Wyland picked up one of the region's maps that had been scattered on the table, and peered at it. “Hold on, what’s this?” He tapped at an orange shape. “Some kind of building?”
“Technically that’s privately owned land,” Barrett said. “We have no jurisdiction there. The body was far enough away and yokai don’t live there.”
“...have you been to this part of Talosa since the big op on that other Earth?”
“No. What’s the relevance?”
“Yeah I know this place. How about we don’t barge into a yokai village until we really get what’s going on. Did Keel say who found the body?”
“He was in a hurry.”
“Of course he didn’t,” Wyland said under his breath. He grabbed one of the screens off the wall, using the flexible arm behind it to lower it to his level, and attached a keypad from the map table. Into the planetary Q-net image search, he typed two words:
He expanded the first image from the result and turned the screen at Barrett. “Do you remember Corvus’ daughter from the op? Raya? Or actually from…shit, I don’t like talking about this but the Reynard affair.”
“It’s a pub,” Barrett said, after a glance at the photo of the building that had come up. “Of course it’s a pub. After all that mess she still themed it after a fox.”
“They know us. They can help us,” Wyland said quickly, wanting to change the subject even if he was the one to bring it up.
“You think they found the body?”
“Kofuku’s been talking to Raya ever since the op. They live there, nobody really goes around those parts other than them, and Talosa’s Galactic Marshal is on this immediately? They definitely called him.”
Barrett nodded. “Then you go.”
“You’re not going?”
“The last time I talked to them, we were on the same side. I doubt things will go as smoothly now, considering what the evidence looks like it’s pointing to. They are friendly with the village, no?”

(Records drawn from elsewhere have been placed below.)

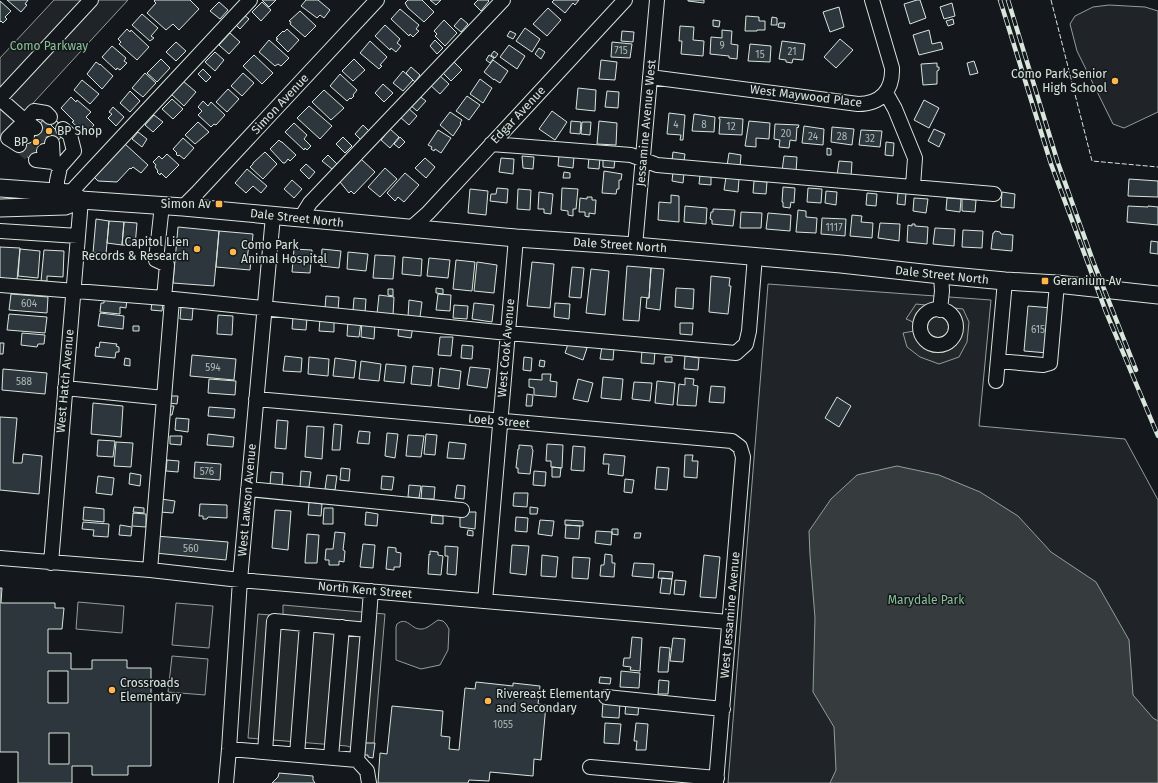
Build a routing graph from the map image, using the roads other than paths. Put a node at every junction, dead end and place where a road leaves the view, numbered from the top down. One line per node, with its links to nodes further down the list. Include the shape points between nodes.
1 (91, 0): 10 (street)
2 (250, 0): 18 (street)
3 (377, 0): 20 (street, Simon Avenue)
4 (503, 0): 23 (street, via 310,203)
5 (625, 0): 13 (street, Edgar Avenue)
6 (657, 0): 8 (street, Jessamine Avenue West)
7 (872, 0): 9 (street, via 892,68 892,77)
8 (650, 77): 9 (street, West Maywood Place, via 858,104 871,103); 14 (street, Jessamine Avenue West)
9 (886, 93): 15 (street, via 915,158)
10 (0, 99): 11 (street, via 24,132 34,111 46,113)
11 (50, 117)
12 (63, 129): 18 (street, West Hatch Avenue, via 70,135 74,150 49,157 57,181)
13 (491, 144): 14 (street, via 631,155); 24 (street, Edgar Avenue)
14 (642, 159): 15 (street, via 657,165); 28 (street, Jessamine Avenue West)
15 (913, 186): 17 (street)
16 (0, 188): 18 (main road, Dale Street North)
17 (994, 194)
18 (69, 195): 19 (main road, Dale Street North); 21 (main road, via 65,206); 26 (street, West Hatch Avenue)
19 (162, 205): 20 (main road, Dale Street North); 36 (street, via 156,260 167,265)
20 (182, 207): 22 (main road, Dale Street North)
21 (0, 208)
22 (273, 216): 23 (main road, Dale Street North); 37 (street, West Lawson Avenue)
23 (300, 219): 24 (main road, Dale Street North)
24 (410, 229): 27 (main road, Dale Street North)
25 (0, 231): 26 (street)
26 (78, 236): 34 (street, West Hatch Avenue)
27 (516, 238): 28 (main road, Dale Street North); 39 (street, West Cook Avenue)
28 (635, 246): 29 (main road, Dale Street North)
29 (754, 256): 30 (main road, Dale Street North); 39 (street, via 749,331 746,344 736,353)
30 (941, 275): 31 (main road, Dale Street North); 38 (street)
31 (1005, 281): 32 (main road, Dale Street North); 40 (street)
32 (1057, 284): 35 (main road, Dale Street North); 40 (street, via 1050,363 1043,365)
33 (0, 285): 34 (street)
34 (73, 291): 36 (street); 42 (street, West Hatch Avenue)
35 (1158, 295)
36 (168, 299): 37 (street); 43 (street)
37 (265, 308): 39 (street); 44 (street, West Lawson Avenue)
38 (940, 310)
39 (508, 333): 45 (street, West Cook Avenue)
40 (998, 361): 41 (street)
41 (996, 381)
42 (65, 388): 43 (street); 50 (street, West Hatch Avenue)
43 (164, 398): 51 (street)
44 (256, 399): 45 (street, Loeb Street); 47 (street, West Lawson Avenue)
45 (500, 421): 46 (street, Loeb Street, via 732,441); 54 (street, West Cook Avenue)
46 (740, 447): 55 (street, West Jessamine Avenue, via 744,457)
47 (248, 490): 48 (street); 52 (street, West Lawson Avenue)
48 (462, 510)
49 (0, 558): 50 (street, North Kent Street)
50 (51, 563): 51 (street, North Kent Street)
51 (150, 570): 52 (street, North Kent Street)
52 (240, 580): 53 (street, North Kent Street); 61 (street, West Lawson Avenue)
53 (371, 591): 54 (street, North Kent Street); 58 (street)
54 (485, 601): 55 (street, North Kent Street)
55 (729, 622): 60 (street, West Jessamine Avenue)
56 (308, 624): 57 (street); 62 (street, via 274,621); 63 (street)
57 (342, 627): 58 (street); 64 (street)
58 (368, 630): 65 (street)
59 (606, 698): 60 (street)
60 (723, 709): 67 (street, West Jessamine Avenue)
61 (230, 749): 62 (street); 68 (street, West Lawson Avenue)
62 (265, 752): 63 (street)
63 (297, 755): 64 (street)
64 (331, 758): 65 (street)
65 (357, 760): 69 (street, via 367,771)
66 (590, 767): 67 (street)
67 (717, 781)
68 (226, 783)
69 (369, 783)

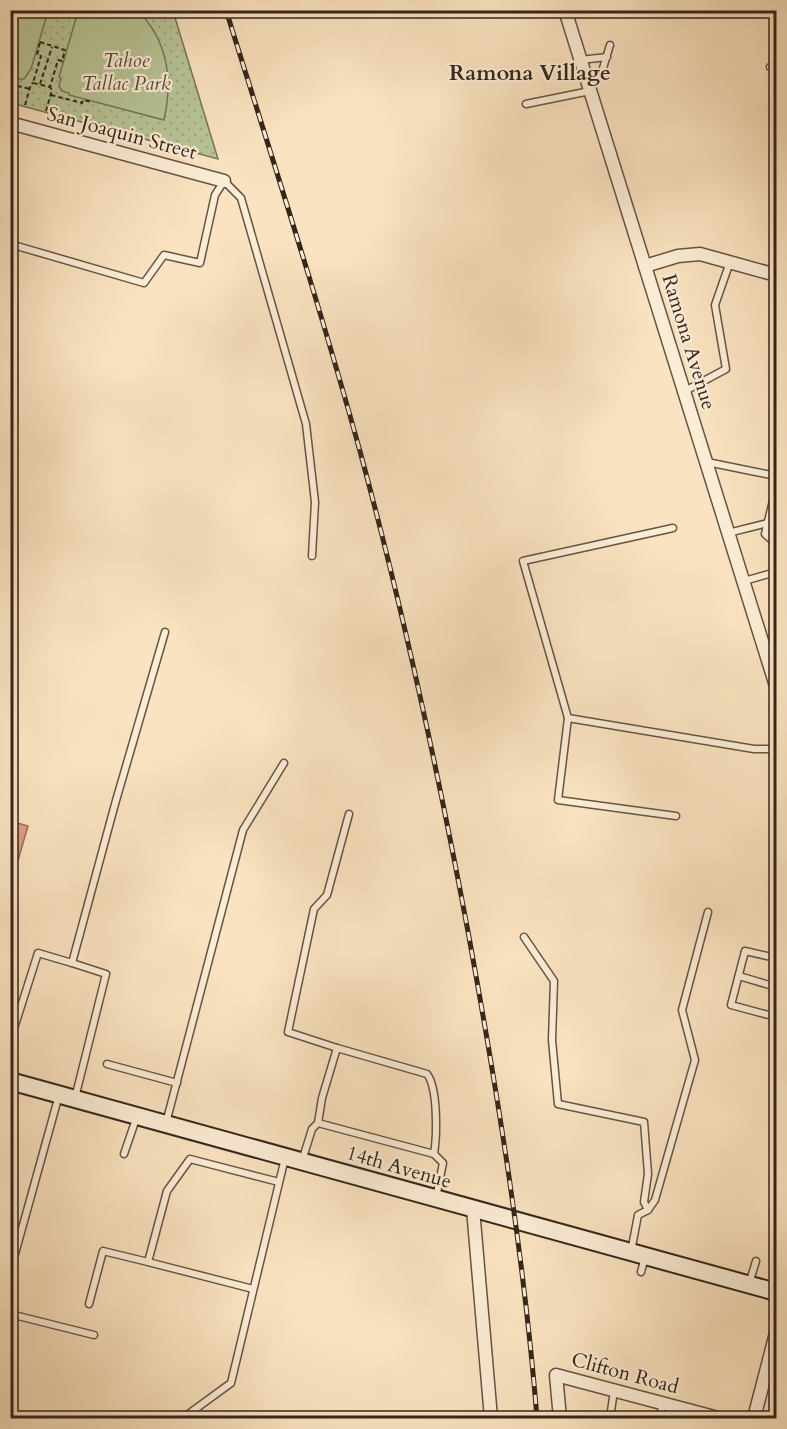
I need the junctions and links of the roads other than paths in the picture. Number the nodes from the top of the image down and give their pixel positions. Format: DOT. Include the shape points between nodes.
graph roads {
  1 [pos="565,10"];
  2 [pos="610,45"];
  3 [pos="607,57"];
  4 [pos="580,60"];
  5 [pos="603,68"];
  6 [pos="590,91"];
  7 [pos="526,104"];
  8 [pos="10,123"];
  9 [pos="224,181"];
  10 [pos="10,244"];
  11 [pos="730,261"];
  12 [pos="645,266"];
  13 [pos="777,275"];
  14 [pos="684,391"];
  15 [pos="706,462"];
  16 [pos="777,476"];
  17 [pos="777,488"];
  18 [pos="768,523"];
  19 [pos="674,528"];
  20 [pos="728,533"];
  21 [pos="777,544"];
  22 [pos="312,556"];
  23 [pos="777,572"];
  24 [pos="744,581"];
  25 [pos="165,632"];
  26 [pos="777,686"];
  27 [pos="567,718"];
  28 [pos="777,749"];
  29 [pos="284,763"];
  30 [pos="349,814"];
  31 [pos="676,816"];
  32 [pos="708,912"];
  33 [pos="524,937"];
  34 [pos="777,958"];
  35 [pos="72,963"];
  36 [pos="739,976"];
  37 [pos="777,987"];
  38 [pos="777,1017"];
  39 [pos="10,1041"];
  40 [pos="337,1048"];
  41 [pos="107,1064"];
  42 [pos="10,1081"];
  43 [pos="177,1083"];
  44 [pos="67,1096"];
  45 [pos="137,1116"];
  46 [pos="318,1123"];
  47 [pos="166,1124"];
  48 [pos="124,1154"];
  49 [pos="434,1154"];
  50 [pos="285,1157"];
  51 [pos="302,1162"];
  52 [pos="279,1182"];
  53 [pos="436,1199"];
  54 [pos="473,1209"];
  55 [pos="648,1210"];
  56 [pos="639,1260"];
  57 [pos="756,1261"];
  58 [pos="148,1262"];
  59 [pos="10,1272"];
  60 [pos="749,1285"];
  61 [pos="253,1289"];
  62 [pos="777,1292"];
  63 [pos="89,1304"];
  64 [pos="10,1314"];
  65 [pos="777,1333"];
  66 [pos="94,1335"];
  67 [pos="614,1391"];
  68 [pos="663,1404"];
  69 [pos="611,1411"];
  70 [pos="683,1414"];
  71 [pos="713,1418"];
  72 [pos="183,1419"];
  73 [pos="491,1419"];
  74 [pos="560,1419"];
  75 [pos="659,1419"];
  76 [pos="754,1419"];
  1 -- 4 [label="street, Ramona Avenue"];
  2 -- 3 [label="lane"];
  3 -- 4 [label="lane"];
  3 -- 5 [label="lane"];
  4 -- 6 [label="street, Ramona Avenue"];
  6 -- 7 [label="lane"];
  6 -- 12 [label="street, Ramona Avenue"];
  8 -- 9 [label="street, San Joaquin Street"];
  9 -- 10 [label="lane" via="215,195 200,263 164,255 144,283"];
  9 -- 22 [label="lane" via="241,198 306,424 315,502"];
  11 -- 12 [label="street" via="689,254"];
  11 -- 13 [label="street"];
  11 -- 14 [label="lane" via="715,305 726,369"];
  12 -- 14 [label="street, Ramona Avenue"];
  14 -- 15 [label="street, Ramona Avenue"];
  15 -- 16 [label="lane"];
  15 -- 20 [label="street, Ramona Avenue"];
  17 -- 18 [label="lane"];
  18 -- 20 [label="lane"];
  18 -- 21 [label="lane" via="765,534"];
  19 -- 27 [label="lane" via="523,561"];
  20 -- 24 [label="street, Ramona Avenue"];
  23 -- 24 [label="lane"];
  24 -- 26 [label="street, Ramona Avenue"];
  25 -- 35 [label="lane"];
  27 -- 28 [label="lane" via="754,749"];
  27 -- 31 [label="lane" via="558,800"];
  29 -- 43 [label="lane" via="243,830"];
  30 -- 40 [label="lane" via="327,895 314,909 288,1032"];
  32 -- 55 [label="lane" via="682,1010 695,1060 655,1200"];
  33 -- 55 [label="lane" via="554,981 552,1040 558,1104 644,1122 648,1174 644,1202"];
  34 -- 36 [label="lane" via="745,951"];
  35 -- 39 [label="lane" via="38,953"];
  35 -- 44 [label="lane" via="106,974"];
  36 -- 37 [label="lane"];
  36 -- 38 [label="lane" via="731,1005"];
  40 -- 46 [label="lane"];
  40 -- 49 [label="lane" via="426,1074 433,1087"];
  41 -- 43 [label="lane"];
  42 -- 44 [label="main road, 14th Avenue"];
  43 -- 47 [label="lane"];
  44 -- 45 [label="main road, 14th Avenue"];
  44 -- 59 [label="lane"];
  45 -- 47 [label="main road, 14th Avenue"];
  45 -- 48 [label="lane"];
  46 -- 49 [label="lane"];
  46 -- 51 [label="lane" via="312,1129"];
  47 -- 50 [label="main road, 14th Avenue"];
  49 -- 53 [label="lane" via="443,1163"];
  50 -- 51 [label="main road, 14th Avenue"];
  50 -- 52 [label="lane"];
  51 -- 53 [label="main road, 14th Avenue"];
  52 -- 58 [label="lane" via="190,1159 167,1191"];
  52 -- 61 [label="lane"];
  53 -- 54 [label="main road, 14th Avenue"];
  54 -- 56 [label="main road, 14th Avenue"];
  54 -- 73 [label="street"];
  55 -- 56 [label="lane" via="638,1215"];
  56 -- 60 [label="main road, 14th Avenue"];
  57 -- 60 [label="lane"];
  58 -- 61 [label="lane"];
  58 -- 63 [label="lane" via="103,1251"];
  60 -- 62 [label="main road, 14th Avenue"];
  61 -- 72 [label="lane" via="231,1383"];
  64 -- 66 [label="lane"];
  65 -- 76 [label="street"];
  67 -- 68 [label="street, Clifton Road"];
  67 -- 69 [label="lane"];
  67 -- 74 [label="street, Clifton Road" via="556,1375"];
  68 -- 70 [label="street, Clifton Road"];
  68 -- 75 [label="lane"];
  70 -- 71 [label="street, Clifton Road"];
}
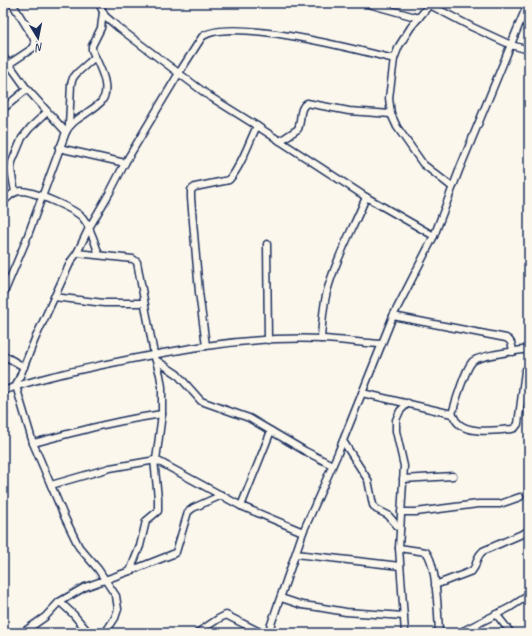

“Amicable. Raya’s not a yokai but apparently there’s a kitsune or something she’s friends with.”
“I’ll make preparations with Jakob. I trust you can handle the Marshal?” He threw a small palm-sized PDA over.
Wyland caught it. “According to Raya, Ellis is…odd. But I’ll manage. Just wish Kofuku was here.”
“Hm.”
“The first time we get a yokai-related case and our onmyoji is on shore leave.” He turned to exit.
“Is she alright?”
Wyland stopped, and sighed. “She can handle herself. I just don’t like the company she has currently.”
Barrett didn’t say anything to that.
Wyland gave him a smile, before heading back out, back past the moving skeleton and out of the lobby. The steps led down to the outermost section of the Lodge’s disc, where the ships were all attached. He walked along the rows of airlocks before spotting an occupied one, and pushed a button on a console by it to swing the heavy door open.
Ducking through the narrow aperture, he clambered along the length of the small landing craft, took his seat and spun it into the locking position that faced the console and the reinforced window that looked out into a brilliant, infinite sea of stars. After plugging in the mini-PDA into the console, he moved his hand over to flick a switch at the corner of the dashboard. “Please don’t forget the clearance this time.”
“Already informed,” Barrett’s voice came over the comms. “Just land outside the zone. There’s a depot near the rail station there.” The PDA chirped, updated with Barrett’s suggestion, the same result popping up on the dashboard.
“Got it.” He flipped multiple switches on the ceiling, listening for the airlock sealing properly behind him, and buckled himself in before pulling the big level in the middle. The shuttle lurched as it detached from the Lodge, his insides immediately dropping as the artificial gravity vanished, and then Wyland was in space, his ship drifting apart from the orbiting Lodge. “Wish me luck.”
Barrett didn’t reply.
“Killjoy,” he muttered, and hit the switch to power up his vectorial thrusters, slowly beginning to turn the ship with a joystick. Slowly, Talosa came into view, a blue-and-green orb not that much unlike Earth, just a little smaller, and much lusher than his Earth ever was. Some taps of the stick in the opposite direction, countering his spin and coming to face the world directly.
He pushed the joystick forwards, and the main thrusters groaned into action.